**Exercise description:**
Word for word, please restate the lines from the beginning of the data through the line in which "I need the junctions" appears.

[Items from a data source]

◇ ◇ ◇ ◇ ◇

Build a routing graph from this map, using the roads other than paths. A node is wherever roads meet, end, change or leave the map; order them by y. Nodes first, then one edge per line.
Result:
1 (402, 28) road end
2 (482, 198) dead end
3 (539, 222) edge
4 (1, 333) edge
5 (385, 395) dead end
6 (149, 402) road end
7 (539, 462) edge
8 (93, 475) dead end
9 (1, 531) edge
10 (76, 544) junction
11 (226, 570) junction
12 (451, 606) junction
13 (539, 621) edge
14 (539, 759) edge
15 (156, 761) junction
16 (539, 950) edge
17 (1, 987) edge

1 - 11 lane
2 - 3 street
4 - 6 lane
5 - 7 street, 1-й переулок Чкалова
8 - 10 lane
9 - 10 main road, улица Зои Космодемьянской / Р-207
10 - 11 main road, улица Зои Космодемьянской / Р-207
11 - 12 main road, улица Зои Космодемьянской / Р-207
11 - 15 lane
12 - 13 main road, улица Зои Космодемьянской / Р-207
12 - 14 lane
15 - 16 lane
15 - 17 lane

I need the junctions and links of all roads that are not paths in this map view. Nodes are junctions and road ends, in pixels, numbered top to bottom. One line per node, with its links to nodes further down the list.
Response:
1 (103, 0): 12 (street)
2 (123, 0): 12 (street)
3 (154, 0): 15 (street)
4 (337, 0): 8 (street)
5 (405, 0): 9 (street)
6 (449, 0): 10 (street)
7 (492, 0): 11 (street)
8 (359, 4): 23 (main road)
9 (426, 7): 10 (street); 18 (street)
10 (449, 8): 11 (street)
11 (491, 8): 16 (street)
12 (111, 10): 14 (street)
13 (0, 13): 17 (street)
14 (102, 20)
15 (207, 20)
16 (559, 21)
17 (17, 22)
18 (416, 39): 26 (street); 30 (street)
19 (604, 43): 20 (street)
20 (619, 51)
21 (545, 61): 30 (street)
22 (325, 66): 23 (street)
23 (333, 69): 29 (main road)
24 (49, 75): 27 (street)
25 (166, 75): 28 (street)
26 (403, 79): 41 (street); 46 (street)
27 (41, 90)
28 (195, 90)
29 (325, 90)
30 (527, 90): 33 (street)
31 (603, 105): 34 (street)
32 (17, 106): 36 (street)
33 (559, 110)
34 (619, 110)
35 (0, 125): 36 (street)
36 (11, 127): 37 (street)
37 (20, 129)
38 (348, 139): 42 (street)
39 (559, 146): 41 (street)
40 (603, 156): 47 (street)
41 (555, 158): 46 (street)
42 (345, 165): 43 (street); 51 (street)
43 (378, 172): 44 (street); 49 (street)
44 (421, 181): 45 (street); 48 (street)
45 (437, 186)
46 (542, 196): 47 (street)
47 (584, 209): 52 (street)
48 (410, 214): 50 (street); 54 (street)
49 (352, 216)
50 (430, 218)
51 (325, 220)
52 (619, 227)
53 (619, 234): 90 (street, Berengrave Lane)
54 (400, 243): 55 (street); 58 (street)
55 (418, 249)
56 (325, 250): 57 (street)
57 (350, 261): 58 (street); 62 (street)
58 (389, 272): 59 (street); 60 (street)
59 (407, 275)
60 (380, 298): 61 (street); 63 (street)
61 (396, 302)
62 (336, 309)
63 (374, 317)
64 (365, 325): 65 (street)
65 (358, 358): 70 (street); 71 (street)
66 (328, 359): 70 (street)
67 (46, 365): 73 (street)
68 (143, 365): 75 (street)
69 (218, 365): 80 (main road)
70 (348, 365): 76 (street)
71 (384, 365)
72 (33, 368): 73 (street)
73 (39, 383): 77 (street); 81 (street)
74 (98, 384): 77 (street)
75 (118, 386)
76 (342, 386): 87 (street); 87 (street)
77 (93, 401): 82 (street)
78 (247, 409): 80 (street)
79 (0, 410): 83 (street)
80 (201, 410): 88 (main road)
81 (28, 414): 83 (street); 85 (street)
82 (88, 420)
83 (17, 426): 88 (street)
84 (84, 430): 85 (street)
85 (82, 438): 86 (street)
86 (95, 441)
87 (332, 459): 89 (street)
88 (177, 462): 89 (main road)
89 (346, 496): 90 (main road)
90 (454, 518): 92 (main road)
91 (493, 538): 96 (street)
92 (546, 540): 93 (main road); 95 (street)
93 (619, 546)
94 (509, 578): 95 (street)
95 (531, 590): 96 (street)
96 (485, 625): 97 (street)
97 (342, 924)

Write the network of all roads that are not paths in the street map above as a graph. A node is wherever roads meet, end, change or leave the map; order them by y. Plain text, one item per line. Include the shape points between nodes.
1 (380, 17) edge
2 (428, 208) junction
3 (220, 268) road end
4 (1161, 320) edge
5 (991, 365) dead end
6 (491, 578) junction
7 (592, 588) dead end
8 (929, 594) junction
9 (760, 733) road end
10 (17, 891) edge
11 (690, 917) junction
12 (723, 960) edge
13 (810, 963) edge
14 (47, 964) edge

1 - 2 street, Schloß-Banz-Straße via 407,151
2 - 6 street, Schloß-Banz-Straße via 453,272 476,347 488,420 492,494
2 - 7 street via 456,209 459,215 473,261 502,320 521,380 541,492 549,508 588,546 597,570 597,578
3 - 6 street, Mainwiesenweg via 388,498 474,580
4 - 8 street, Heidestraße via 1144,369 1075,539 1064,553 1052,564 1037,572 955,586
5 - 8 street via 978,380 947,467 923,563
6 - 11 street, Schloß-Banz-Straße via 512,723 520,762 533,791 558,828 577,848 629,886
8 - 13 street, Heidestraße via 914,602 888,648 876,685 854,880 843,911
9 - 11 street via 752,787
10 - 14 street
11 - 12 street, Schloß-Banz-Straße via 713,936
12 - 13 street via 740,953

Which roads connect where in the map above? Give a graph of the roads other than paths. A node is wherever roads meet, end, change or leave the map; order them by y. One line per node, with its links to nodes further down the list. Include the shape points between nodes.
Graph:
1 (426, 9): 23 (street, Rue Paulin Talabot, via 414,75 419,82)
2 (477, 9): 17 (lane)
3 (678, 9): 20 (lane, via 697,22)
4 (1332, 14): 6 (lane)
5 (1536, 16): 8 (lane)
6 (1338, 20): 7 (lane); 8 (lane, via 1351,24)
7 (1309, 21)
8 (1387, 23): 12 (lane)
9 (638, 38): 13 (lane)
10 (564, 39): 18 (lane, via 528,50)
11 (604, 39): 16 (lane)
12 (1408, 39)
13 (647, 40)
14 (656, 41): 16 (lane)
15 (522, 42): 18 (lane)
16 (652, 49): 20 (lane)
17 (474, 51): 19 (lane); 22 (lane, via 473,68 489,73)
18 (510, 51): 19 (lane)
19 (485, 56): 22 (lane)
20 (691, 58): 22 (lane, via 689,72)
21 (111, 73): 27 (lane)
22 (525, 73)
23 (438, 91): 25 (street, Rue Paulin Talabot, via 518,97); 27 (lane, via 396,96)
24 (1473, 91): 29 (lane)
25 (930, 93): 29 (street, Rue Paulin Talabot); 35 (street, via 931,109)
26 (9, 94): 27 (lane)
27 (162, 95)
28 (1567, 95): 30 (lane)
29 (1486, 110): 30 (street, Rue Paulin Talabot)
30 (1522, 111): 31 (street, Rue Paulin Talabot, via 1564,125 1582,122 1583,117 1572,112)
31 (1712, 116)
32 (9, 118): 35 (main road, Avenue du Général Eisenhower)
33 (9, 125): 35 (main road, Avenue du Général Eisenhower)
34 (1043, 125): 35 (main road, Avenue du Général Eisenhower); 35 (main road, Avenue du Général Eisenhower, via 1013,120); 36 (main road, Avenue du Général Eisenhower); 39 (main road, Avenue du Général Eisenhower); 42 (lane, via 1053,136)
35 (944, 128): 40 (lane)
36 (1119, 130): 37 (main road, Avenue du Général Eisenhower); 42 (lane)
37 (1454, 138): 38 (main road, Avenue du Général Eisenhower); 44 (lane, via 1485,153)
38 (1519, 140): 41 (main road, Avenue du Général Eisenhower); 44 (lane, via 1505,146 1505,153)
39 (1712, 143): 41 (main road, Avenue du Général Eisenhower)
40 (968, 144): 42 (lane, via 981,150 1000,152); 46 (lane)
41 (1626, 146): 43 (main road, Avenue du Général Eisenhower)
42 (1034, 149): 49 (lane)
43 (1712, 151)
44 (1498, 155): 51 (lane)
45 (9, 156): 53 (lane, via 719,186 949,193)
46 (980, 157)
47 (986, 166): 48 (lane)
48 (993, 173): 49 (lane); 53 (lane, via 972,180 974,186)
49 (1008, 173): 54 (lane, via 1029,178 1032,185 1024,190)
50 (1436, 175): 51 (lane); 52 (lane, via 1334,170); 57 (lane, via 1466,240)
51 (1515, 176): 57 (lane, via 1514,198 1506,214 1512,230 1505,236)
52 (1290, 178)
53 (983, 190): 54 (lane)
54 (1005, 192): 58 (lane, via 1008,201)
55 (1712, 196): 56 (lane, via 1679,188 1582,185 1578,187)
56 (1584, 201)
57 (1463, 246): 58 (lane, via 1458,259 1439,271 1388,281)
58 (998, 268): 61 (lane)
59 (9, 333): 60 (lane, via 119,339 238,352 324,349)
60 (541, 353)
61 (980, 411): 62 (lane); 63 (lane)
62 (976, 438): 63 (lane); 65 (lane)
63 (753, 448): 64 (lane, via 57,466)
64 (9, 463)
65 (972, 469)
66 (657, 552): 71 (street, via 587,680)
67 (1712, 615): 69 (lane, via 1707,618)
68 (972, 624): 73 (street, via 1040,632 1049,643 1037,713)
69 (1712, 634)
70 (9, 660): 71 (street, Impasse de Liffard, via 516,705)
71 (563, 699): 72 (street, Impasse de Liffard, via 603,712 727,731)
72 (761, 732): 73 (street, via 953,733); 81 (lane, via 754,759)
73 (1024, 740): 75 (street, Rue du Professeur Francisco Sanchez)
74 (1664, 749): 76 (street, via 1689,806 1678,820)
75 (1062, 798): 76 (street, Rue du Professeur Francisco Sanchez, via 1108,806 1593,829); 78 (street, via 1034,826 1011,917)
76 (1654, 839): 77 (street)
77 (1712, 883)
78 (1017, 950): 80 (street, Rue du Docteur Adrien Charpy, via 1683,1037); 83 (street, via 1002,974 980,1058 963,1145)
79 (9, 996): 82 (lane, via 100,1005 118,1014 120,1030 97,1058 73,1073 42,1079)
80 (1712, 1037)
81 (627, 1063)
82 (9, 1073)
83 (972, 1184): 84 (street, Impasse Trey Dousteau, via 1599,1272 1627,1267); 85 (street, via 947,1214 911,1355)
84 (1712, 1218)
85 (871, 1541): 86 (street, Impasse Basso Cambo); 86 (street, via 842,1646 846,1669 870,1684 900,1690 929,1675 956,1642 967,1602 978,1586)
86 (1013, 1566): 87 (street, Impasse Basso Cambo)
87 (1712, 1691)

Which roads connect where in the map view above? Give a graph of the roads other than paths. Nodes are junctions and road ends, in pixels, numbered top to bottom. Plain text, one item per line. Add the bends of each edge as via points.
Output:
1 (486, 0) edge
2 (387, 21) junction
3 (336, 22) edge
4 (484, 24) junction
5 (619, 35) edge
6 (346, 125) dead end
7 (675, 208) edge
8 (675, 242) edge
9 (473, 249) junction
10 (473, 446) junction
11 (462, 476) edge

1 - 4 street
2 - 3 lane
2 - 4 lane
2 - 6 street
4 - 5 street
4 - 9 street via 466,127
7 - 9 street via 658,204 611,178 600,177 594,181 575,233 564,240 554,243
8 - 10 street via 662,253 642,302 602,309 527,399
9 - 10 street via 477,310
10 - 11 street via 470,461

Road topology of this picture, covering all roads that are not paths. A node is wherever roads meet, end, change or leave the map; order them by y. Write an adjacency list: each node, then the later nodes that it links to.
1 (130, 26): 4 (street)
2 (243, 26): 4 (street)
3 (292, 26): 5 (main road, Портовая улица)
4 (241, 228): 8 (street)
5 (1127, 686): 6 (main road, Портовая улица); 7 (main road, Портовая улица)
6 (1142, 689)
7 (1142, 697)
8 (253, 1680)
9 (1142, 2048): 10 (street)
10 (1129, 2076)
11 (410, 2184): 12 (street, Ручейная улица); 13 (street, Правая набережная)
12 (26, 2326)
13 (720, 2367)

◇ ◇ ◇ ◇ ◇

**Solution for this task:**
Build a routing graph from this map, using the roads other than paths. A node is wherever roads meet, end, change or leave the map; order them by y. Nodes first, then one edge per line.
Result:
1 (402, 28) road end
2 (482, 198) dead end
3 (539, 222) edge
4 (1, 333) edge
5 (385, 395) dead end
6 (149, 402) road end
7 (539, 462) edge
8 (93, 475) dead end
9 (1, 531) edge
10 (76, 544) junction
11 (226, 570) junction
12 (451, 606) junction
13 (539, 621) edge
14 (539, 759) edge
15 (156, 761) junction
16 (539, 950) edge
17 (1, 987) edge

1 - 11 lane
2 - 3 street
4 - 6 lane
5 - 7 street, 1-й переулок Чкалова
8 - 10 lane
9 - 10 main road, улица Зои Космодемьянской / Р-207
10 - 11 main road, улица Зои Космодемьянской / Р-207
11 - 12 main road, улица Зои Космодемьянской / Р-207
11 - 15 lane
12 - 13 main road, улица Зои Космодемьянской / Р-207
12 - 14 lane
15 - 16 lane
15 - 17 lane

I need the junctions and links of all roads that are not paths in this map view. Nodes are junctions and road ends, in pixels, numbered top to bottom. One line per node, with its links to nodes further down the list.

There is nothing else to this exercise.